BRIEF => Which lines of the entries below include "Urga"? List them all.

START DATA EXTRACTS

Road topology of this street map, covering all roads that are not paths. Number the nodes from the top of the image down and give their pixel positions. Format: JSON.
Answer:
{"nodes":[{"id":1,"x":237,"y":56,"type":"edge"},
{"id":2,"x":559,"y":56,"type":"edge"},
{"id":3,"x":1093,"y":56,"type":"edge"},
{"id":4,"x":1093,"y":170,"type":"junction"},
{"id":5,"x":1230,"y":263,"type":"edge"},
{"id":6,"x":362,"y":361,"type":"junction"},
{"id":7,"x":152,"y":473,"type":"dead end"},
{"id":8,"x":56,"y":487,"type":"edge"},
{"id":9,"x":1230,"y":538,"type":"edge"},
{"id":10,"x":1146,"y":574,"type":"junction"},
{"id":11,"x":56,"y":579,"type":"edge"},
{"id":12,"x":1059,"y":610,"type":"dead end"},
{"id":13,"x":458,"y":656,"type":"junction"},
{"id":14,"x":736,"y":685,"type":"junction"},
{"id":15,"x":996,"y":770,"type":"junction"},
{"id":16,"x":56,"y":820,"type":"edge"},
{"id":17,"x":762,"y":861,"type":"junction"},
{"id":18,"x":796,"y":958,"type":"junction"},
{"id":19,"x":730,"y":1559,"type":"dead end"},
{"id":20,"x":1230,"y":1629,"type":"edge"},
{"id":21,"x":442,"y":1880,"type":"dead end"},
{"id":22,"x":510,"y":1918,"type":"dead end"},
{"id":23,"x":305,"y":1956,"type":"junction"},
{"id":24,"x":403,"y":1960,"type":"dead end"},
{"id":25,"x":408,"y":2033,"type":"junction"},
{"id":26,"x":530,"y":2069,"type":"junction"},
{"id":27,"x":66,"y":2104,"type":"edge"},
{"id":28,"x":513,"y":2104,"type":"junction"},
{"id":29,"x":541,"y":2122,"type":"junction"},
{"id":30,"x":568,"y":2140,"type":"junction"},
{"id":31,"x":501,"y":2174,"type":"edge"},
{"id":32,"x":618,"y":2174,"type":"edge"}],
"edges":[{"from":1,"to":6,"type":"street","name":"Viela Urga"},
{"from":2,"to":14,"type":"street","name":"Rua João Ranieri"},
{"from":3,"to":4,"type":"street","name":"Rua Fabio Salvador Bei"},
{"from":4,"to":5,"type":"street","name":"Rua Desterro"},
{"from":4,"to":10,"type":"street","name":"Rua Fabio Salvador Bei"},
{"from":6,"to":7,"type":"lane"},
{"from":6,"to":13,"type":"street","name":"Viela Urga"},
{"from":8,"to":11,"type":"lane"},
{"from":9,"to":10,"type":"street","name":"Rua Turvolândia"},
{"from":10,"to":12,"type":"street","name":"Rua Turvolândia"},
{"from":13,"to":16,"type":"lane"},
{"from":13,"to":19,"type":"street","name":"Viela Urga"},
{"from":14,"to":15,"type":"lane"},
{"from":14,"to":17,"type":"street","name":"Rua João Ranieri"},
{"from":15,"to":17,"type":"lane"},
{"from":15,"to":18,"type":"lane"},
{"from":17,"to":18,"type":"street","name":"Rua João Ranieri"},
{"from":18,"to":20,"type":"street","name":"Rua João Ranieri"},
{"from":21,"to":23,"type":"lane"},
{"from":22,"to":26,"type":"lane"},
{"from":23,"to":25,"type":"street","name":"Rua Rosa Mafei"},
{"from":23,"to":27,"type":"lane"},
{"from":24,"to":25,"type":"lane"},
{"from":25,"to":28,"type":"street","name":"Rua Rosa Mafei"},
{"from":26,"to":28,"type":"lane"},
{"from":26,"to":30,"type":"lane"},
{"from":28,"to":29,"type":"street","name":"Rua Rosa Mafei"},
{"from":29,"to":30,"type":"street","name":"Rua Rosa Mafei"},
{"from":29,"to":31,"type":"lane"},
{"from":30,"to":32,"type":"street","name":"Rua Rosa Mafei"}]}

END DATA EXTRACTS

RESULT OF THE TASK =>
"edges":[{"from":1,"to":6,"type":"street","name":"Viela Urga"},
{"from":6,"to":13,"type":"street","name":"Viela Urga"},
{"from":13,"to":19,"type":"street","name":"Viela Urga"},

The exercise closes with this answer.